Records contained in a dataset
Segment Open
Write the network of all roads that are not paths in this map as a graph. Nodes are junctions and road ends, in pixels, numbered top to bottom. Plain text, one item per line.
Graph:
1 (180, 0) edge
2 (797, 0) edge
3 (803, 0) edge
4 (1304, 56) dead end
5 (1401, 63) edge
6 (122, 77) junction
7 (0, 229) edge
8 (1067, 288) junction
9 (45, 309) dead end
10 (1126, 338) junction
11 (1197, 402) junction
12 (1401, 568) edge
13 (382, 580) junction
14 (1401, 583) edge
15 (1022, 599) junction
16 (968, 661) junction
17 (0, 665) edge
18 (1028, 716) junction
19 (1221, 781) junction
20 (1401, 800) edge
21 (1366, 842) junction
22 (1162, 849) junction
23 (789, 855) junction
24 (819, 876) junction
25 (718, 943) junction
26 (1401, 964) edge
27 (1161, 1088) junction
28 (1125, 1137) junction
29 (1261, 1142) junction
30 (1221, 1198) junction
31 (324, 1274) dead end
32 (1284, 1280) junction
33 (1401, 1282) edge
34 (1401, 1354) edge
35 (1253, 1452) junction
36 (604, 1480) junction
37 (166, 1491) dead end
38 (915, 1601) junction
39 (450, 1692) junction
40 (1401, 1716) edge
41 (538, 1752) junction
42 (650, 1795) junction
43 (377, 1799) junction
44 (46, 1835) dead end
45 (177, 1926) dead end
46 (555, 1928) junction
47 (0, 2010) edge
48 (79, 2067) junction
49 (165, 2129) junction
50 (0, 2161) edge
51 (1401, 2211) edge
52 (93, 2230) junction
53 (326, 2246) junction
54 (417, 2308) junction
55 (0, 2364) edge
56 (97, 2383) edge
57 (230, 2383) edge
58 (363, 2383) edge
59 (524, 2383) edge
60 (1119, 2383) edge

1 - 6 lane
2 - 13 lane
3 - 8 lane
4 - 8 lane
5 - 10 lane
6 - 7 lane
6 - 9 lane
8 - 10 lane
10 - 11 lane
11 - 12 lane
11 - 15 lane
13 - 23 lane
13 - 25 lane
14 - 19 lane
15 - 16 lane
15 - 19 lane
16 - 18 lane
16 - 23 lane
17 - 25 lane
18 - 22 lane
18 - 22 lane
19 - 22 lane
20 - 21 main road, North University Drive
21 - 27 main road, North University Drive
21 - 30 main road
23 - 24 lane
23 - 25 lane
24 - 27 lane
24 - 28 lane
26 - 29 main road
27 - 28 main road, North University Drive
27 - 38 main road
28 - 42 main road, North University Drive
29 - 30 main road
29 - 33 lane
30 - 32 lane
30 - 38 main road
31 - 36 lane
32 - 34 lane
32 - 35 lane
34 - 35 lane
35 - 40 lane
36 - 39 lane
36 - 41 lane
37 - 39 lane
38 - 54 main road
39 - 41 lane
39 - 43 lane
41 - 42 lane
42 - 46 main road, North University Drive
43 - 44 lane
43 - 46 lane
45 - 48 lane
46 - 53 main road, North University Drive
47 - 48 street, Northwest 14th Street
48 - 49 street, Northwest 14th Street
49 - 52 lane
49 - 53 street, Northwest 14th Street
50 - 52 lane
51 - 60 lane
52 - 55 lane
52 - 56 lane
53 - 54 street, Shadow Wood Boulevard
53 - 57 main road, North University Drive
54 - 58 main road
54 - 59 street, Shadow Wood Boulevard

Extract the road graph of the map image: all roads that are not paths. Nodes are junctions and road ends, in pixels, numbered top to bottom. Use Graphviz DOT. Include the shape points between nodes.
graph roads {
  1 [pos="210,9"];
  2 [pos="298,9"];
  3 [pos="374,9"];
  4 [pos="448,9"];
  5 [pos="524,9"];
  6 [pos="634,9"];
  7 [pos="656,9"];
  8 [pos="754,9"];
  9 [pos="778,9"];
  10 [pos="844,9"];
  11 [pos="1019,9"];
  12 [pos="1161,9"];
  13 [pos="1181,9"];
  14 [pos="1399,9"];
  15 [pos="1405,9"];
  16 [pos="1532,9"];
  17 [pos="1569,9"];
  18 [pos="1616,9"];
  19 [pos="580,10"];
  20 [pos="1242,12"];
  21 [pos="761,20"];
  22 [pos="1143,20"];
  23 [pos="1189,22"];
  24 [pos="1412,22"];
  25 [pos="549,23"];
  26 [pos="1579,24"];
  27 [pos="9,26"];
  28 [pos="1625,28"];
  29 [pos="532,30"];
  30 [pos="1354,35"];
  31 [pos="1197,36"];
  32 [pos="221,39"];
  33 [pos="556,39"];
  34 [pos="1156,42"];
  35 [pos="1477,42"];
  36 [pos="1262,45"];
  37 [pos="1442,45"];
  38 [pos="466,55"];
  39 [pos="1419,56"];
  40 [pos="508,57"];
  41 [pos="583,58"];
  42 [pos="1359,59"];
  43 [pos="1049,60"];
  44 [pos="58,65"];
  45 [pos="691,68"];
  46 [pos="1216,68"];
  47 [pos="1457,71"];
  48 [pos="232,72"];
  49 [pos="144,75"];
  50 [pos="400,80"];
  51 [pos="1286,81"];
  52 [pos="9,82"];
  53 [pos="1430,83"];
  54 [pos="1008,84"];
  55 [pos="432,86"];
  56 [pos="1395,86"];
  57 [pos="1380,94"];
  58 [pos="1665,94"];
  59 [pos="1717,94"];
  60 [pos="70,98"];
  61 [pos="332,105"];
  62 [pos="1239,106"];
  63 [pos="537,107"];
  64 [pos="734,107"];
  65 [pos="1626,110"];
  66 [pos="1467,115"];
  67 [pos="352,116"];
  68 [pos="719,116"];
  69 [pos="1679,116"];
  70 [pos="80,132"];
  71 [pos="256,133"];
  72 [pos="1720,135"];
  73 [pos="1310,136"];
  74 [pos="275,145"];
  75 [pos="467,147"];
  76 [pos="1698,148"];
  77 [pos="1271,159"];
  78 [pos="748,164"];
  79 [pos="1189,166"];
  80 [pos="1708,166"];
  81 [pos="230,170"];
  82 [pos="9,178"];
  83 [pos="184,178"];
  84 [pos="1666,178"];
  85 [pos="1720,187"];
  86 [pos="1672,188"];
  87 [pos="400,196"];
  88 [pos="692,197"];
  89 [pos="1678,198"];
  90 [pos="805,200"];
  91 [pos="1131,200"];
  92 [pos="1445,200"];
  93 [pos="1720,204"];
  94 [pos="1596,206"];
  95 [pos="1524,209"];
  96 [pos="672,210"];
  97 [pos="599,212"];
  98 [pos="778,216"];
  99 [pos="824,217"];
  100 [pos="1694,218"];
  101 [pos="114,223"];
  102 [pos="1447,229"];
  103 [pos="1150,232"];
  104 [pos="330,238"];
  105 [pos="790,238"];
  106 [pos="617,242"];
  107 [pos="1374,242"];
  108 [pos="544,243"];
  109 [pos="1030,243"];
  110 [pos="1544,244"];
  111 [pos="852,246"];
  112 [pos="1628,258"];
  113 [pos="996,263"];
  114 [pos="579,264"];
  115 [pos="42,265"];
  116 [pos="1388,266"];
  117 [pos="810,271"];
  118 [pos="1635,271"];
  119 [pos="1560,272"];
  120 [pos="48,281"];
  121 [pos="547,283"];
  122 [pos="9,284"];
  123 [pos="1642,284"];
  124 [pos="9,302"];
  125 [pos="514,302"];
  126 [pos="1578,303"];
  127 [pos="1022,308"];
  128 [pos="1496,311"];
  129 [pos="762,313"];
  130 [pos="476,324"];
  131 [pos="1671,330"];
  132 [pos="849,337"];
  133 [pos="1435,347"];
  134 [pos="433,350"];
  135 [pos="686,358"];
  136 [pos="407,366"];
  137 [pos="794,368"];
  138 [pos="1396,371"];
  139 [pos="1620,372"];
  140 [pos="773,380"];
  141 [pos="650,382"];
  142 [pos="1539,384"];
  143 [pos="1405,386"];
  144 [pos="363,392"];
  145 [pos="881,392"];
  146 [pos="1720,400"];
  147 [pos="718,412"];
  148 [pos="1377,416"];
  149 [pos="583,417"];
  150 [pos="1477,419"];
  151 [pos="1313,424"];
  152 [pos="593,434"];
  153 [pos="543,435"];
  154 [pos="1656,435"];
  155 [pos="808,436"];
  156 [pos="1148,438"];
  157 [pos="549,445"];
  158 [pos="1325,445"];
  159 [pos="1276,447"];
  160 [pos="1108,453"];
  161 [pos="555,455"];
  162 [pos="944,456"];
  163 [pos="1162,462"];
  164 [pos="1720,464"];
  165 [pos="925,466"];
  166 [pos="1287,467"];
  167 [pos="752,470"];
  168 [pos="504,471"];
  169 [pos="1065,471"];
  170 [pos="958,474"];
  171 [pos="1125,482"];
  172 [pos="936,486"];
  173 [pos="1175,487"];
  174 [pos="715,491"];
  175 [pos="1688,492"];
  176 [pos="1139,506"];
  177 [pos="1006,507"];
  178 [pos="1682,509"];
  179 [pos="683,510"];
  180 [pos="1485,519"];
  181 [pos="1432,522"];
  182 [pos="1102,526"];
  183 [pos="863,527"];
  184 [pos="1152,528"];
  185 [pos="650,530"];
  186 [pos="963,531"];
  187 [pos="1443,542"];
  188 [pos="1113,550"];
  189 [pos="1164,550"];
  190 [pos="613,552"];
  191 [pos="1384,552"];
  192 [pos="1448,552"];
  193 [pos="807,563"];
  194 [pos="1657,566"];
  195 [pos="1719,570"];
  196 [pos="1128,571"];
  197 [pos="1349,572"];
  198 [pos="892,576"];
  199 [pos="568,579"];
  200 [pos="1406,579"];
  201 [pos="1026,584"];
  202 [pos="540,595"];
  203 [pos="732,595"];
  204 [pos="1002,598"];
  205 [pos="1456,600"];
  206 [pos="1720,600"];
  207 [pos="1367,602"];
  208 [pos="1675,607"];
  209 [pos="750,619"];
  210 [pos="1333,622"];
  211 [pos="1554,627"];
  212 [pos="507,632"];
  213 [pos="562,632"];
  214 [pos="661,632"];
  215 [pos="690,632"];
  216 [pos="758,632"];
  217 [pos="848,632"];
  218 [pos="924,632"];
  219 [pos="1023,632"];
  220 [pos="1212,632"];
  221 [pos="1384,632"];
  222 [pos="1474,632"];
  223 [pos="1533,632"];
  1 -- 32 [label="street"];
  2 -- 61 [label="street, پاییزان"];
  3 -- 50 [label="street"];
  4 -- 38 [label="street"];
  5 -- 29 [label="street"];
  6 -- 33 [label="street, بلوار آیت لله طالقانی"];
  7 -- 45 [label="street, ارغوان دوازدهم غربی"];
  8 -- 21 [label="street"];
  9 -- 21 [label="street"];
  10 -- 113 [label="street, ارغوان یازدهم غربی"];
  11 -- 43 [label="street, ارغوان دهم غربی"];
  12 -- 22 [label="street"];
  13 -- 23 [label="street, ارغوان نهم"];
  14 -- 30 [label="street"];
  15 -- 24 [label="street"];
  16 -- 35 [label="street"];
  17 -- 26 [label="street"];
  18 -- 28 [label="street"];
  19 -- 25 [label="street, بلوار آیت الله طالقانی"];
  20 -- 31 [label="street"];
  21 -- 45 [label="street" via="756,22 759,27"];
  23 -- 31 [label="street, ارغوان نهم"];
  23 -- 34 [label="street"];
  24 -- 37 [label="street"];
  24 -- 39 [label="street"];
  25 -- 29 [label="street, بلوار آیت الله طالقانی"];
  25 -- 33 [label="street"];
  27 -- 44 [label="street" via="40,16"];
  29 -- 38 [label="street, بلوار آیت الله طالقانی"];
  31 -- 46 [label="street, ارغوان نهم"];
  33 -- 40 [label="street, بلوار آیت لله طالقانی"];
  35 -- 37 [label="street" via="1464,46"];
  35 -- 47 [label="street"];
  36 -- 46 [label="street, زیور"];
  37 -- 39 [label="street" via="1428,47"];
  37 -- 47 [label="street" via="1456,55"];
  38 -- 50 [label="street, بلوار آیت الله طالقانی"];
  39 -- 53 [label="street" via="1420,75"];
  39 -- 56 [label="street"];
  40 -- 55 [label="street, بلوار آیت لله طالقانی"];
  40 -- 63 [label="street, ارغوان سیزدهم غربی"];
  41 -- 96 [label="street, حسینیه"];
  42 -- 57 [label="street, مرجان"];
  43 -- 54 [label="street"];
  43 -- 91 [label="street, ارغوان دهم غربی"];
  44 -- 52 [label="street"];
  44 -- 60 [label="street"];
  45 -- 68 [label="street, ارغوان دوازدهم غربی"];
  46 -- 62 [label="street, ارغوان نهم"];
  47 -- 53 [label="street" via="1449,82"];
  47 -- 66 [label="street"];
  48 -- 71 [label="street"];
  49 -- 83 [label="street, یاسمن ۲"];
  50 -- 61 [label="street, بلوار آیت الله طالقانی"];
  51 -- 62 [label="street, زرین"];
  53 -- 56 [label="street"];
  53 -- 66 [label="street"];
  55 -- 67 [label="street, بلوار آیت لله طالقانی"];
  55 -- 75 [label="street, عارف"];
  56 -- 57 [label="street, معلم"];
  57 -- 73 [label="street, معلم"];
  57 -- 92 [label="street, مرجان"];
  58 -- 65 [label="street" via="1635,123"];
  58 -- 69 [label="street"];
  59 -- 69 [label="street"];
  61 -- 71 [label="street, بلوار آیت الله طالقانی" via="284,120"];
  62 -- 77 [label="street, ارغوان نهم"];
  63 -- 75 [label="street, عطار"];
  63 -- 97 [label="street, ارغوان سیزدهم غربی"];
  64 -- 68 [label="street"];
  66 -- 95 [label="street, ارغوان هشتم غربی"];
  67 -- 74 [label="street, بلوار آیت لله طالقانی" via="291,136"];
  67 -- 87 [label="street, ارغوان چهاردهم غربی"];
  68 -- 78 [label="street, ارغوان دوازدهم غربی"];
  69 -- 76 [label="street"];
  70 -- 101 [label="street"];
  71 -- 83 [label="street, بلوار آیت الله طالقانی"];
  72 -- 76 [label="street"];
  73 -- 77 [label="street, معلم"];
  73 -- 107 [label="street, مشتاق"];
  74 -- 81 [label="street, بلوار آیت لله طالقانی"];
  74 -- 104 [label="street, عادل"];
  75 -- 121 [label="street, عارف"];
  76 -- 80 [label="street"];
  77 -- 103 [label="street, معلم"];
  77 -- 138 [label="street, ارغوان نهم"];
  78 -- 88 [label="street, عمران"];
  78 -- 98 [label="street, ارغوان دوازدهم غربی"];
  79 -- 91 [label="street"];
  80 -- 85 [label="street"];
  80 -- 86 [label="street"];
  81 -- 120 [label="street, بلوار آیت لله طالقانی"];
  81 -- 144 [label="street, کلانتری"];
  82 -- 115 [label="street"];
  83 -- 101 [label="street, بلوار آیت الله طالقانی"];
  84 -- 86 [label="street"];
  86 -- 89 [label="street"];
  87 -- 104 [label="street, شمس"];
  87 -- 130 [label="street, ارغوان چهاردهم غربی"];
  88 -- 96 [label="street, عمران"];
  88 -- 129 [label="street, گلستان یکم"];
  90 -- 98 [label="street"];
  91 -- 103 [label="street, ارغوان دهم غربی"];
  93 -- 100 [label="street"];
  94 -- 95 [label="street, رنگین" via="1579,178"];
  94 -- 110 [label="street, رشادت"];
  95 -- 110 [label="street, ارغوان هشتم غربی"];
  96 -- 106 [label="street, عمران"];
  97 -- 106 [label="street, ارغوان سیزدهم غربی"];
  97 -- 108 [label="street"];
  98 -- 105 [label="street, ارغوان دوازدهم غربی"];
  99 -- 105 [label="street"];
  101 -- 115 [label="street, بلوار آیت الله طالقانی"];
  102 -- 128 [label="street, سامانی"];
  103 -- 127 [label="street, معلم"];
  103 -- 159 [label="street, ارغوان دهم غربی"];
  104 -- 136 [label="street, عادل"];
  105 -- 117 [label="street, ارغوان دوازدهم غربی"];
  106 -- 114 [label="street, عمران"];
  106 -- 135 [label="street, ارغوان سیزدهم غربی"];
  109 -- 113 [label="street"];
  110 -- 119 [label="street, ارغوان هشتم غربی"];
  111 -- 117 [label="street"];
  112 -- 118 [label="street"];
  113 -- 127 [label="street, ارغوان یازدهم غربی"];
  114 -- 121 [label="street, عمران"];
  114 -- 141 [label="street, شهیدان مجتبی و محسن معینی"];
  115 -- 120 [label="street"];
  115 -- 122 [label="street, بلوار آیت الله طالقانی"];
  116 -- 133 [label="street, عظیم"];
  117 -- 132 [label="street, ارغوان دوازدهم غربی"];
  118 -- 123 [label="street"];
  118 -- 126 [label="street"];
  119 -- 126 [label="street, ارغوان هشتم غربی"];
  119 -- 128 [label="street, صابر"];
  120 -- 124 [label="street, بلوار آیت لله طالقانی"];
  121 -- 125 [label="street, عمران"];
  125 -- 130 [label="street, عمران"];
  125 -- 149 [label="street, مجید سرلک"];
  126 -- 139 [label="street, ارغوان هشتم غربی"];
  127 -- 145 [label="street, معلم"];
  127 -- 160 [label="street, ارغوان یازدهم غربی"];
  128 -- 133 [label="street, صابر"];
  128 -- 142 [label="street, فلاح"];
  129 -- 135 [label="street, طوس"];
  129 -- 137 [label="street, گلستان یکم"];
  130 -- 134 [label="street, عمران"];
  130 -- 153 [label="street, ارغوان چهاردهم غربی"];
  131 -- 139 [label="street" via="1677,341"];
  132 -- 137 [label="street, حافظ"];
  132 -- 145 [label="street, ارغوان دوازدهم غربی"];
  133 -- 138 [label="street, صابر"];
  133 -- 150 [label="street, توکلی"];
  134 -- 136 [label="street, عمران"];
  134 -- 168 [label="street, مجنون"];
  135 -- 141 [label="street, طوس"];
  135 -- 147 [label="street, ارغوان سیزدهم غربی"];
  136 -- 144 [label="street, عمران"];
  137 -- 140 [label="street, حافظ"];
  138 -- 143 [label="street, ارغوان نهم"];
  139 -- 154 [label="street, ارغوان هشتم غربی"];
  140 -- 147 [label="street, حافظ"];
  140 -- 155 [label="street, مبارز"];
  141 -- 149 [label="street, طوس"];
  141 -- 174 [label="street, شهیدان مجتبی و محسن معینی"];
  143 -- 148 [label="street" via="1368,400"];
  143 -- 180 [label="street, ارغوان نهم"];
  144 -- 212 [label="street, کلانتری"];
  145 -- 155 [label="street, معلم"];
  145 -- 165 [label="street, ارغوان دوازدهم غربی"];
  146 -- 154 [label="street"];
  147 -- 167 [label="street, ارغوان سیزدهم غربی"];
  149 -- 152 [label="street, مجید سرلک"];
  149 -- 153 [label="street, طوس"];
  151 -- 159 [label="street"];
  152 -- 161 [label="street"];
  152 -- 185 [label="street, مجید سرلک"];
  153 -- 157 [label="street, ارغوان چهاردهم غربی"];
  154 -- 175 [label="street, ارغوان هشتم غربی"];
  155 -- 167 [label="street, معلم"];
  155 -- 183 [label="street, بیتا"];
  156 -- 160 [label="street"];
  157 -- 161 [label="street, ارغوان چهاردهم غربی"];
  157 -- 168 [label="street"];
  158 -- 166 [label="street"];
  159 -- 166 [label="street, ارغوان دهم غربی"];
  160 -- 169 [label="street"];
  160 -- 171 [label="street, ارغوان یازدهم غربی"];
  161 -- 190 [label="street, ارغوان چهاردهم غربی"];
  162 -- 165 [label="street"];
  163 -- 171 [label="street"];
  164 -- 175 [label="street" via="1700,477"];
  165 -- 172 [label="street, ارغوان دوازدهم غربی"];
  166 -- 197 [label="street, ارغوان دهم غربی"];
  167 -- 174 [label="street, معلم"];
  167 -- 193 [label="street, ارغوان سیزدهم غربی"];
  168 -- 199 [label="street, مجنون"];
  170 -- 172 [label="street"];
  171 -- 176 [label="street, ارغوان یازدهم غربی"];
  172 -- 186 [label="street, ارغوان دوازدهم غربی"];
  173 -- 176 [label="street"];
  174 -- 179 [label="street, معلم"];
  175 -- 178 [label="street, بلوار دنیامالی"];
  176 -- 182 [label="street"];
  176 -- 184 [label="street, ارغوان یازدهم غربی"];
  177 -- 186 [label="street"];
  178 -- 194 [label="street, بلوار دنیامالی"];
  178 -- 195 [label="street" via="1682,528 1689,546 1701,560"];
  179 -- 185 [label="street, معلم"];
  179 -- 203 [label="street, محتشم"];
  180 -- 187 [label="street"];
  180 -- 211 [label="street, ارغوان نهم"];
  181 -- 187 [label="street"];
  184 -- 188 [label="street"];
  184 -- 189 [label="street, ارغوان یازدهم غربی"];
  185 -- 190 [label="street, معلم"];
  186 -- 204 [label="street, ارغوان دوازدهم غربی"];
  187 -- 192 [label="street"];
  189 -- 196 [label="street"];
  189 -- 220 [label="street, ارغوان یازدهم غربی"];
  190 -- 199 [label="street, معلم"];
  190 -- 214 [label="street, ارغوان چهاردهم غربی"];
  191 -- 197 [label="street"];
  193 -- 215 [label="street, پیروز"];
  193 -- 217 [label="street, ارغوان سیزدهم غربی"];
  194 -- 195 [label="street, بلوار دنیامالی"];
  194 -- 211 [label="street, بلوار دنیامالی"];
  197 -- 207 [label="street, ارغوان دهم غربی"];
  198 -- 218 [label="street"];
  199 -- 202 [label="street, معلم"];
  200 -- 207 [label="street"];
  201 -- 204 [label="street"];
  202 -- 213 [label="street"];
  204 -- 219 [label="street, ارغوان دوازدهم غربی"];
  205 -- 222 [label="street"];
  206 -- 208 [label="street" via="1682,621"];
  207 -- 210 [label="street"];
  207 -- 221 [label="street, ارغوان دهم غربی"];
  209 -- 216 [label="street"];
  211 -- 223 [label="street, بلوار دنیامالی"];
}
Segment Closed
#### Task details
Nothing but a number is expected: the count of lines in the data that include the word "Shadow".

#### Answer to this problem
2